Cette modification confirme l’idée que le peintre a situé dans le Ciel la scène représentée à Saint-Ouen. Car, dans le Ciel, la place de la Vierge est auprès de son Fils, mais la représenter aurait nui à l’intelligibilité de la fresque ; c’est pourquoi le peintre l’a retirée des figures béatifiques.

On relèvera aussi que les rayons qui transpercent saint François d’Assise dans la « Béatitude » des Simples, jaillissent maintenant de la personne de Jésus, alors que, dans les autres oeuvres, ils paraissaient provenir d’une source située derrière l’ange.

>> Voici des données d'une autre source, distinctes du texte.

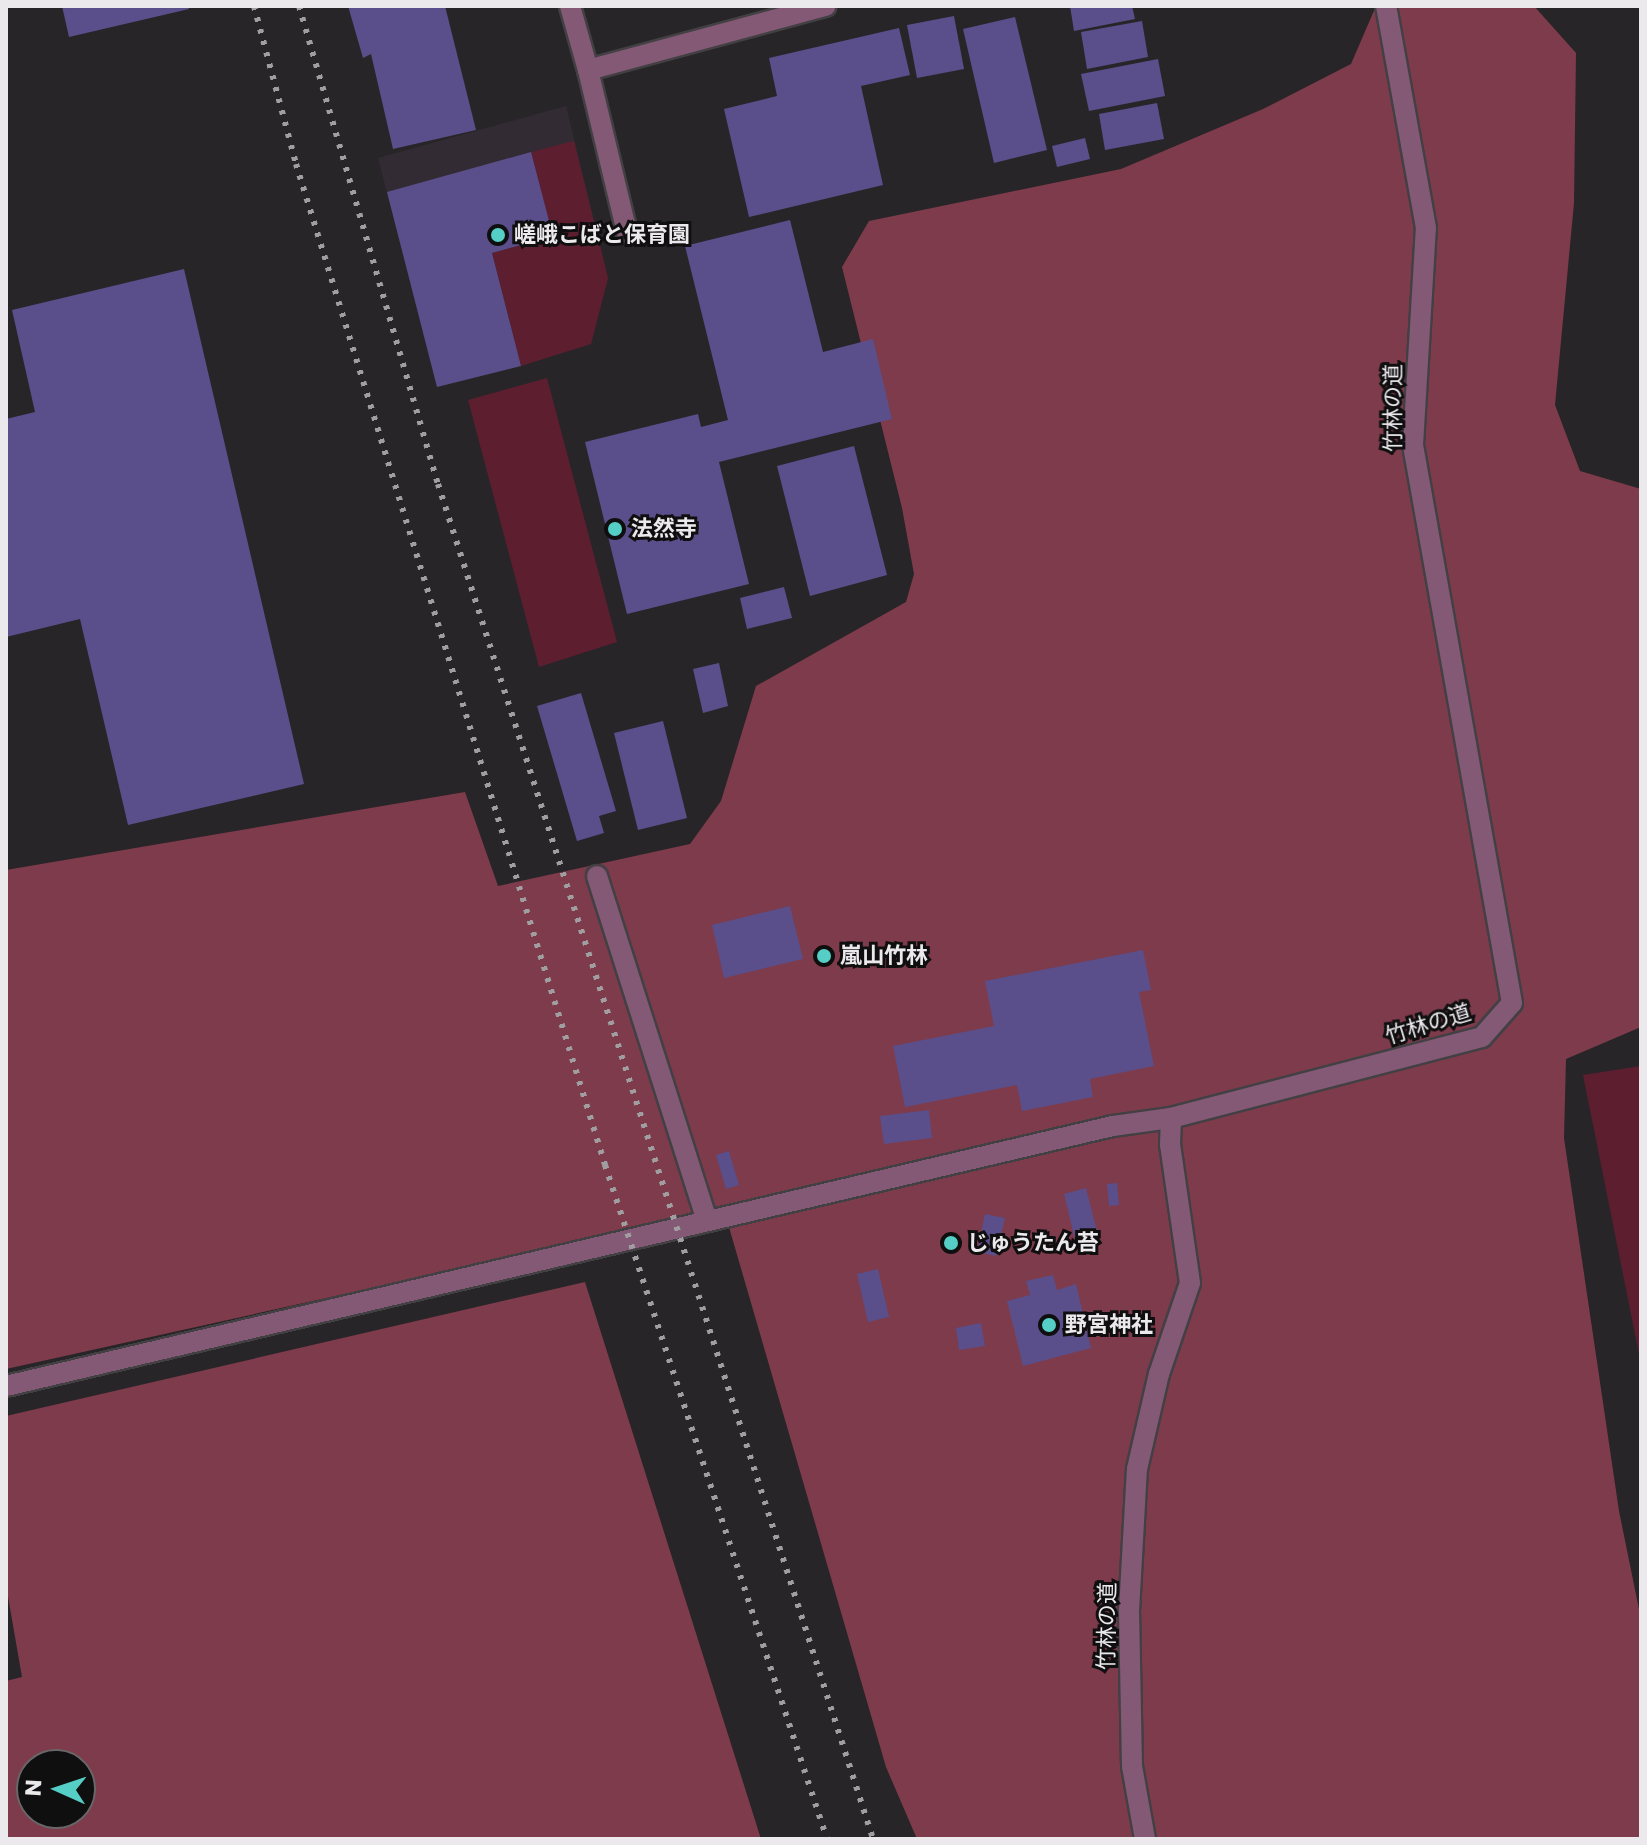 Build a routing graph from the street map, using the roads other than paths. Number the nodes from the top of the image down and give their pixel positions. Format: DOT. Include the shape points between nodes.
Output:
graph roads {
  1 [pos="570,6"];
  2 [pos="826,6"];
  3 [pos="1386,6"];
  4 [pos="588,70"];
  5 [pos="627,232"];
  6 [pos="597,876"];
  7 [pos="1171,1118"];
  8 [pos="704,1221"];
  9 [pos="6,1386"];
  10 [pos="1145,1839"];
  1 -- 4 [label="street"];
  2 -- 4 [label="street"];
  3 -- 7 [label="street, 竹林の道" via="1426,228 1413,445 1512,1003 1482,1037"];
  4 -- 5 [label="street"];
  6 -- 8 [label="street"];
  7 -- 8 [label="street" via="1113,1126"];
  7 -- 10 [label="street, 竹林の道" via="1170,1145 1190,1283 1159,1374 1137,1469 1129,1611 1132,1766"];
  8 -- 9 [label="street"];
} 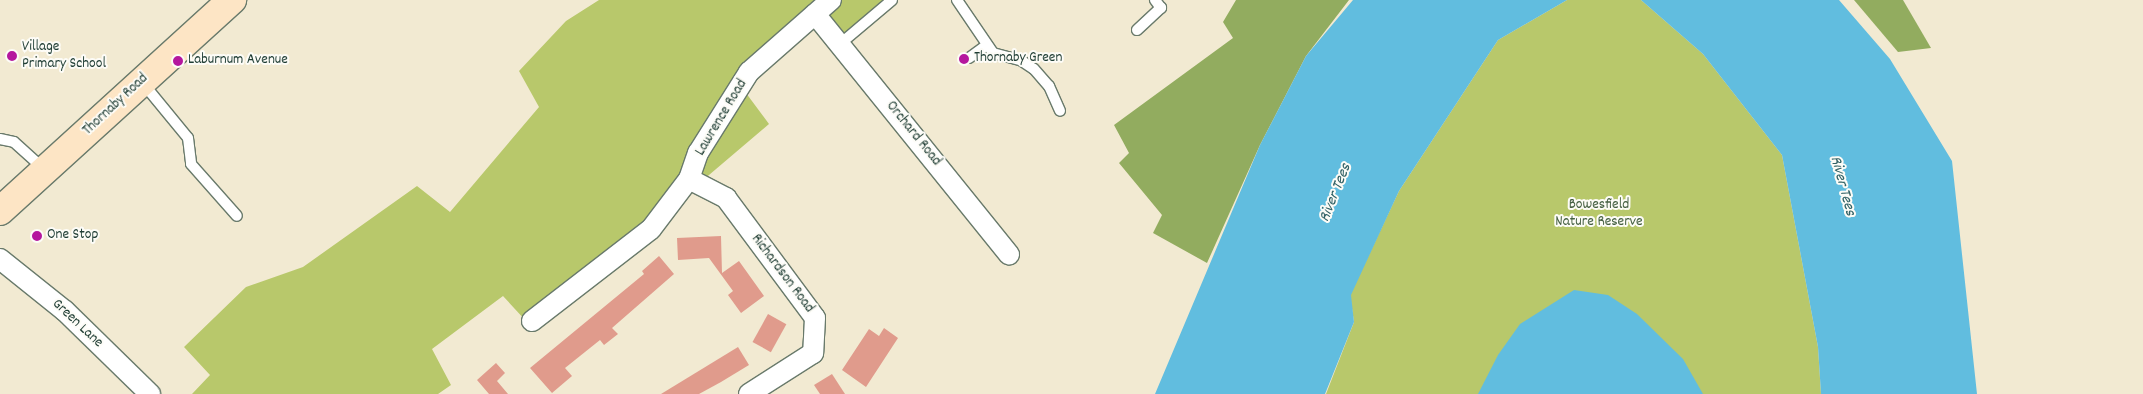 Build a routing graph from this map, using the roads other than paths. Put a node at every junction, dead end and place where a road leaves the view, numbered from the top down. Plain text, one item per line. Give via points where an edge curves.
1 (232, 0) edge
2 (831, 0) edge
3 (892, 0) edge
4 (957, 0) edge
5 (1155, 0) edge
6 (815, 14) junction
7 (1137, 30) dead end
8 (840, 44) junction
9 (987, 45) junction
10 (969, 58) dead end
11 (141, 81) junction
12 (1060, 111) dead end
13 (0, 139) edge
14 (46, 171) junction
15 (689, 180) junction
16 (0, 211) edge
17 (237, 216) dead end
18 (1010, 254) dead end
19 (0, 260) edge
20 (532, 322) dead end
21 (150, 394) edge
22 (749, 394) edge

1 - 11 street, Thornaby Road
2 - 6 street, Lawrence Road
3 - 8 lane
4 - 9 lane
5 - 7 lane via 1161,8
6 - 8 street, Orchard Road
6 - 15 street, Lawrence Road via 750,72 698,152
8 - 18 street, Orchard Road
9 - 10 lane
9 - 12 lane via 993,53 1022,61 1034,69 1049,86
11 - 14 street, Thornaby Road
11 - 17 lane via 188,138 191,164
13 - 14 lane via 14,142
14 - 16 street, Thornaby Road
15 - 20 street, Lawrence Road via 651,229
15 - 22 street, Richardson Road via 726,198 815,318 812,353
19 - 21 street, Green Lane via 65,311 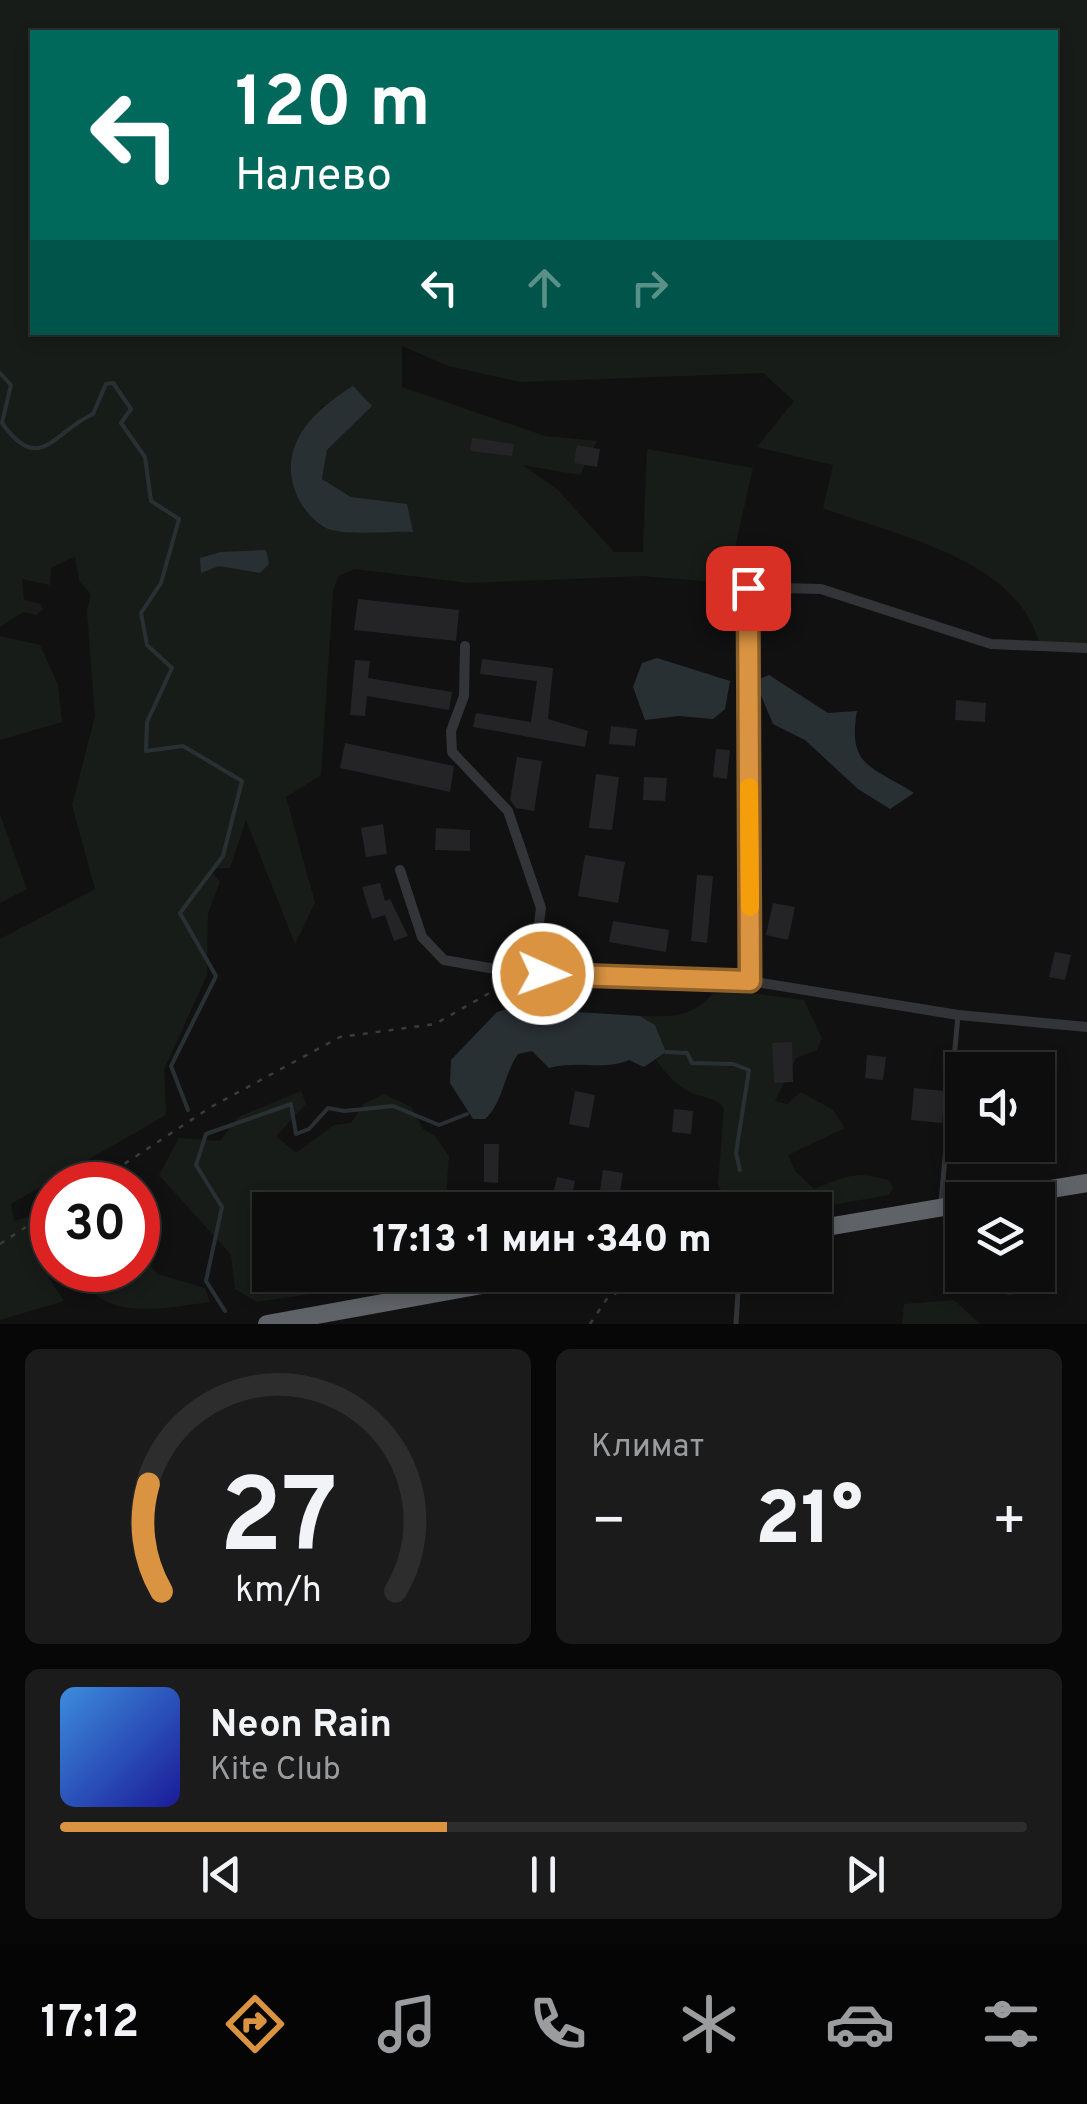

Fresque du Sacré-Coeur (détail), Église du Sacré-Coeur de Saint-Ouen

Si c’est l’Église qui est représentée dans la frise des « Béatitudes » ornant le bas de la fresque du Sacré-Coeur de Saint-Ouen, et que la scène est située dans le Ciel, on peut alors considérer que, dans cette oeuvre tardive, Maurice Denis a exprimé ici le prolongement le plus abouti de sa réflexion de croyant sur la signification des « Béatitudes » : oui, le bonheur du Ciel est promis à l’humanité toute entière ; oui, tous les hommes sont appelés à cheminer en direction de ce bonheur, avec l’assistance des anges ; et celle qui rassemble les hommes pour ce long pèlerinage vers l’éternité, c’est l’Église, figure anticipée du Royaume éternel.

Ainsi, les « Béatitudes » de Saint-Ouen donnent-elles une conclusion à la démarche que nous avons engagée en commençant cette série de cinq articles.

Nous avons vu un artiste aux dons éclatants et un catholique méditant sans relâche sur le contenu de sa foi.

En quatre lieux, Saint-Germain en Laye, Limoges, Vincennes, Saint-Ouen, nous avons vu comment Maurice Denis a su varier, au cours d’une période de presque vingt ans (1915 – 1933), les représentations d’un thème religieux qui lui tenait à coeur. Nous l’avons vu s’exprimer sur des supports, des formats, avec des tons très différents d’une oeuvre à l’autre. Jamais, nous ne l’avons vu céder aux facilités de la répétition, de l’imitation. Chaque fois, il a modifié la composition, la palette de couleurs, la disposition des tableaux. Chaque oeuvre nous est apparue comme une création nouvelle, le fruit d’une réflexion sans cesse reprise et approfondie.

Nous avons vu un artiste aux dons éclatants et un catholique méditant sans relâche sur le contenu de sa foi.

L’homme qui a écrit la phrase fameuse « … un tableau … est essentiellement une surface plane recouverte de couleurs en un certain ordre assemblées », est celui dont les « Béatitudes » en un certain ordre assemblées nous ont révélé sur le vif le génie de peintre chrétien.